→ TASK TO COMPLETE: If a line in the entries below contains "road", copy it.

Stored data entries
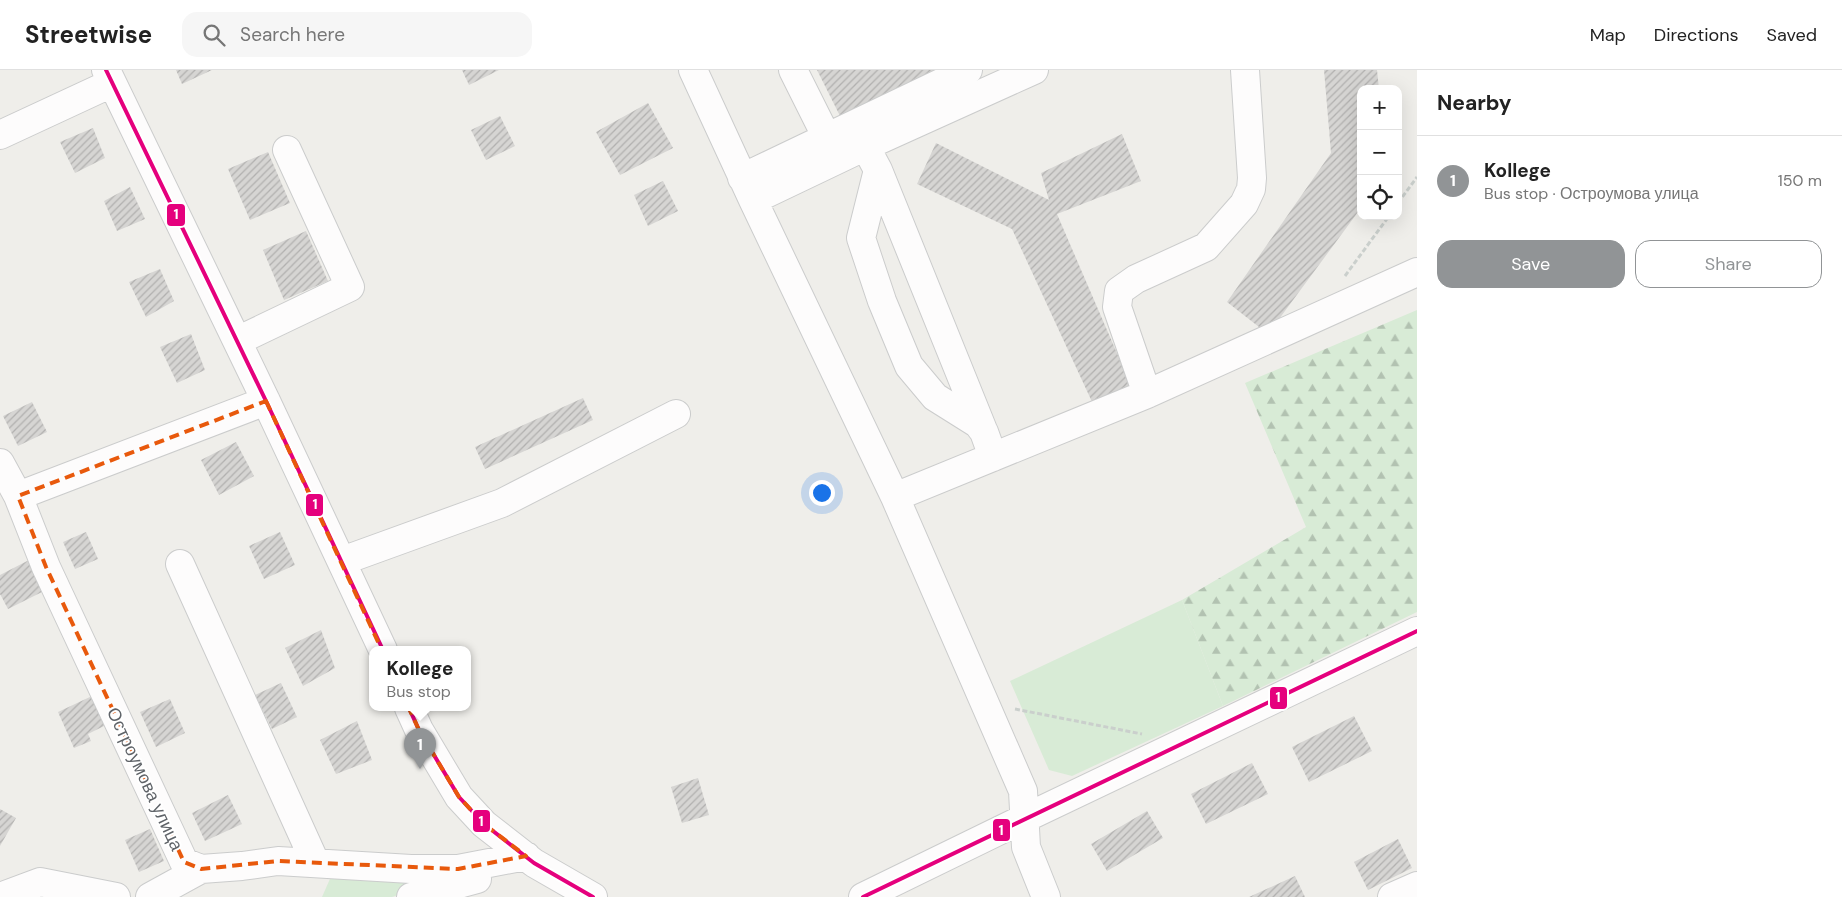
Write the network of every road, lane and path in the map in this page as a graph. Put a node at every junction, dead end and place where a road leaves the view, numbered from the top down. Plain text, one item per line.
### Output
1 (693, 70) edge
2 (793, 70) edge
3 (968, 70) edge
4 (1034, 70) edge
5 (1245, 70) edge
6 (109, 76) edge
7 (0, 134) edge
8 (827, 138) junction
9 (868, 145) junction
10 (287, 150) dead end
11 (878, 170) junction
12 (1417, 177) edge
13 (747, 189) junction
14 (1402, 198) edge
15 (1386, 220) edge
16 (1417, 272) edge
17 (1344, 279) dead end
18 (237, 341) junction
19 (1147, 394) junction
20 (266, 401) junction
21 (676, 414) dead end
22 (984, 432) junction
23 (993, 457) junction
24 (0, 463) edge
25 (18, 496) junction
26 (895, 497) junction
27 (342, 561) junction
28 (180, 564) dead end
29 (1417, 631) edge
30 (381, 646) edge
31 (985, 704) junction
32 (410, 711) edge
33 (1146, 735) dead end
34 (1023, 818) junction
35 (526, 856) junction
36 (315, 862) junction
37 (201, 869) junction
38 (1417, 886) edge
39 (0, 897) edge
40 (116, 897) edge
41 (150, 897) edge
42 (412, 897) edge
43 (593, 897) edge
44 (863, 897) edge
45 (1046, 897) edge
46 (1392, 897) edge

1 - 13 street
2 - 8 street
3 - 8 street
4 - 9 street
5 - 19 street
6 - 7 street
6 - 18 street
8 - 13 street
9 - 11 street
9 - 13 street
10 - 18 street
11 - 22 street
11 - 22 street
12 - 14 path
13 - 26 street
15 - 17 path
16 - 19 street
18 - 20 street
19 - 23 street
20 - 25 street
20 - 27 street
21 - 27 street
22 - 23 street
23 - 26 street
24 - 25 street, Остроумова улица
25 - 37 street, Остроумова улица
26 - 31 street
27 - 30 street
28 - 36 street
29 - 34 street
31 - 33 path
31 - 34 street
32 - 35 street
34 - 44 street
34 - 45 street
35 - 36 street
35 - 42 street
35 - 43 street
36 - 37 street
37 - 41 street
38 - 46 street
39 - 40 street

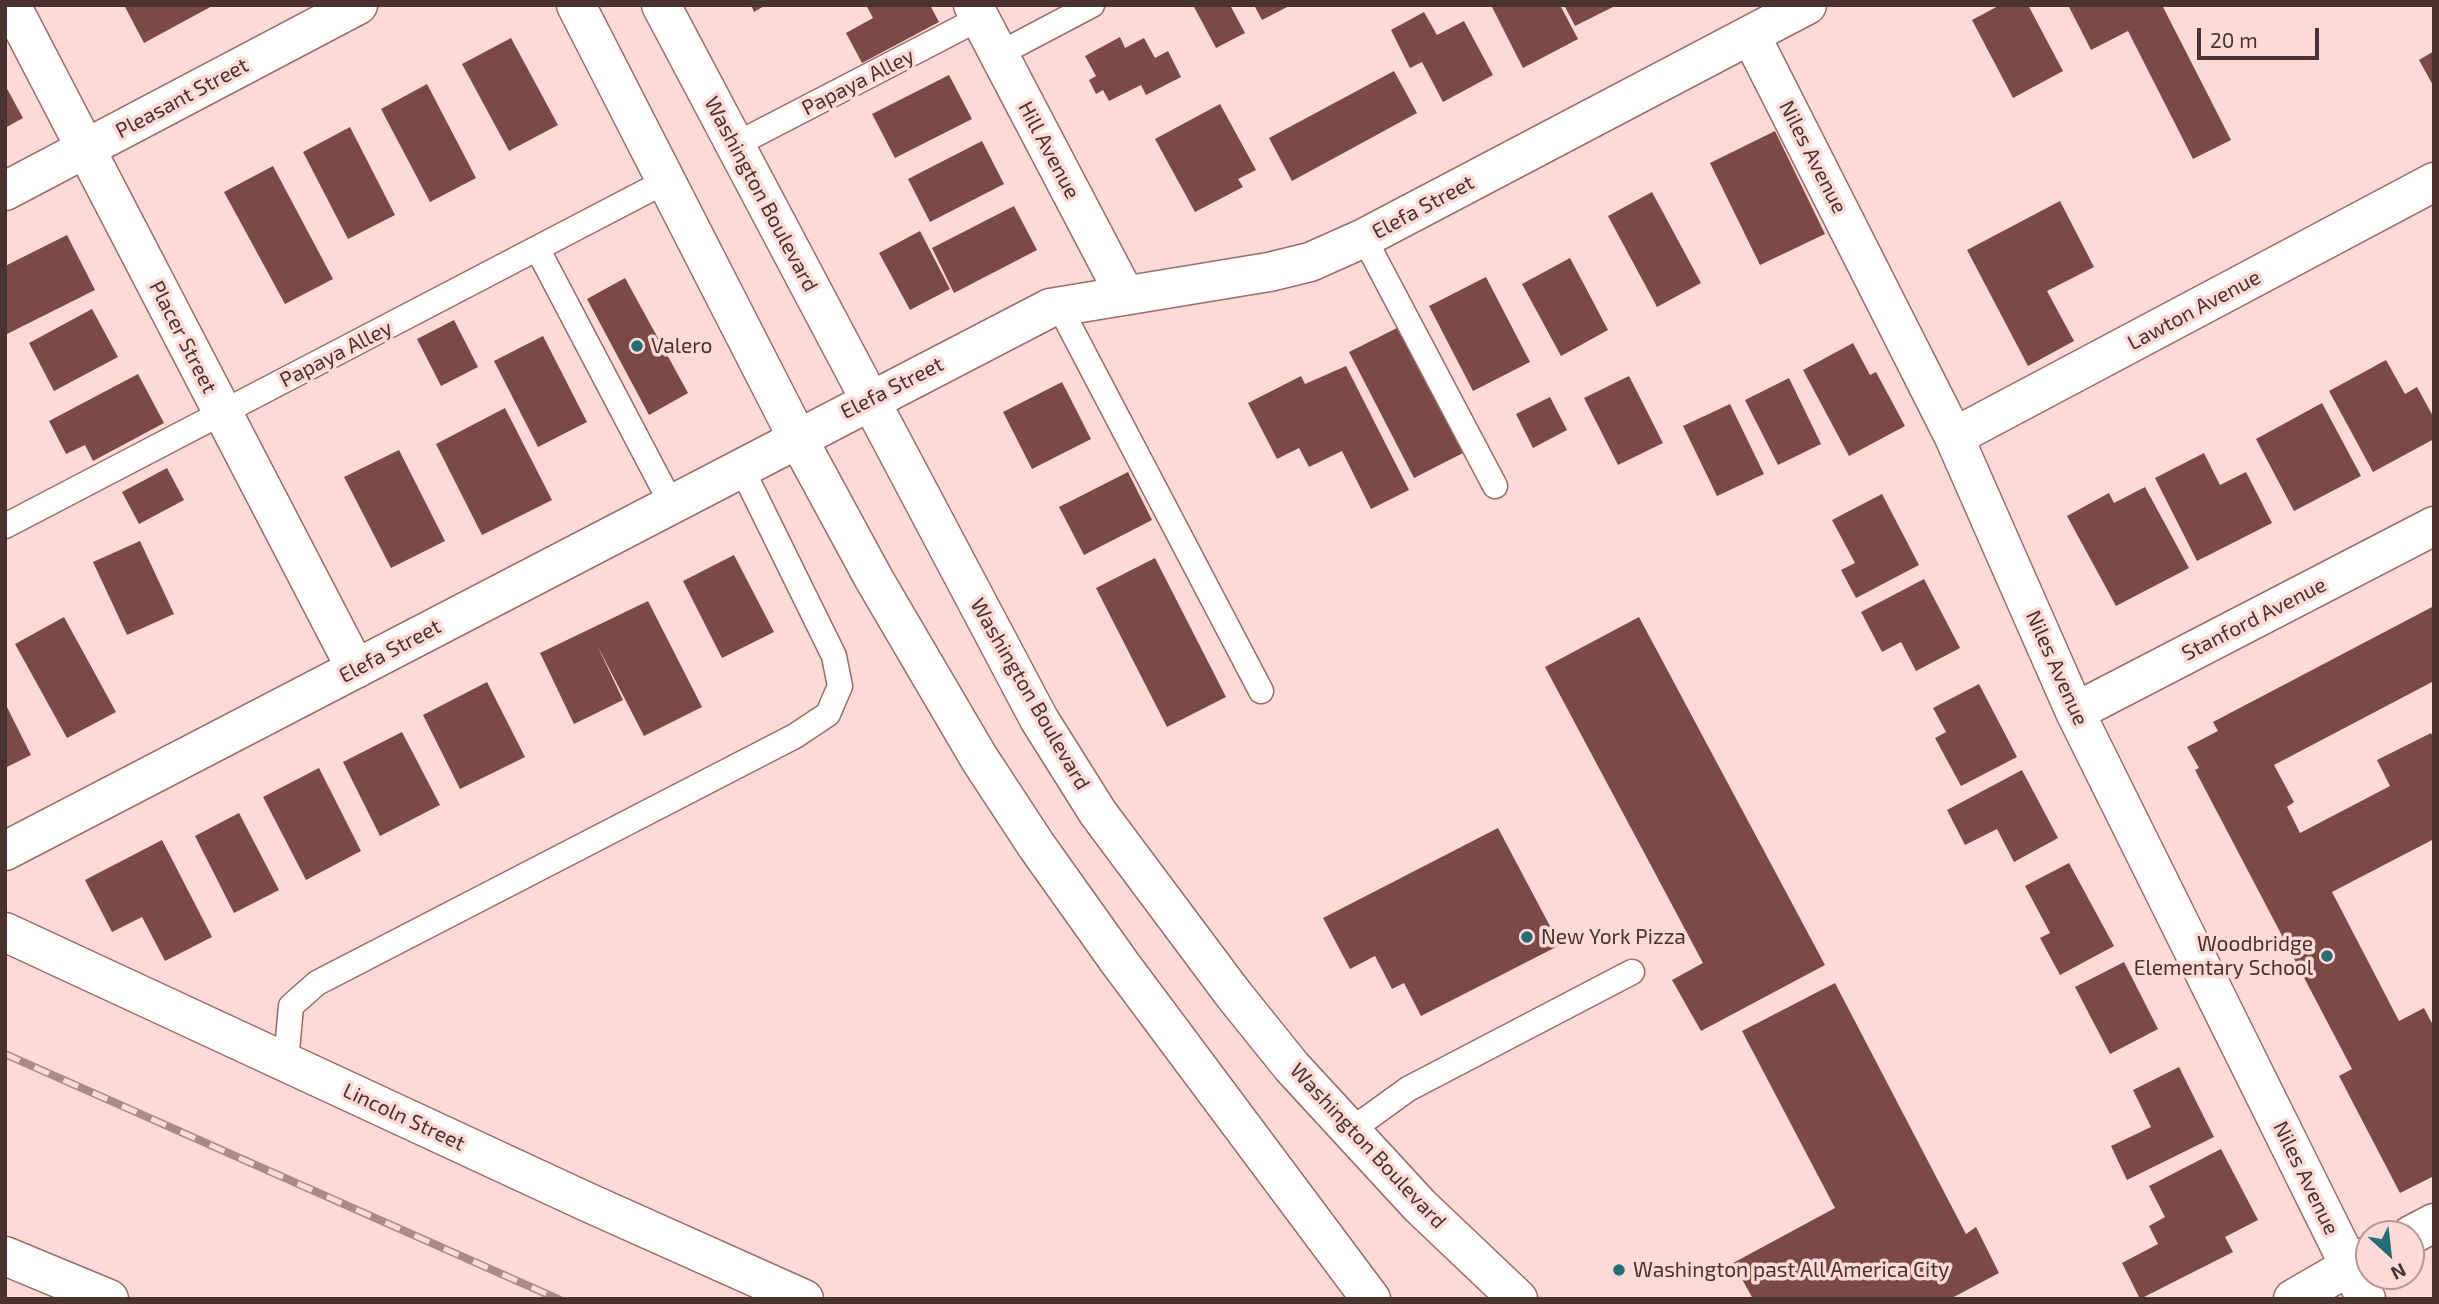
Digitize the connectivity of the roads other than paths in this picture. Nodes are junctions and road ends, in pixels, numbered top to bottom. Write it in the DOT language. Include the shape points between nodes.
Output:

→ EXERCISE SOLUTION:
Write the network of every road, lane and path in the map in this page as a graph. Put a node at every junction, dead end and place where a road leaves the view, numbered from the top down. Plain text, one item per line.
Digitize the connectivity of the roads other than paths in this picture. Nodes are junctions and road ends, in pixels, numbered top to bottom. Write it in the DOT language. Include the shape points between nodes.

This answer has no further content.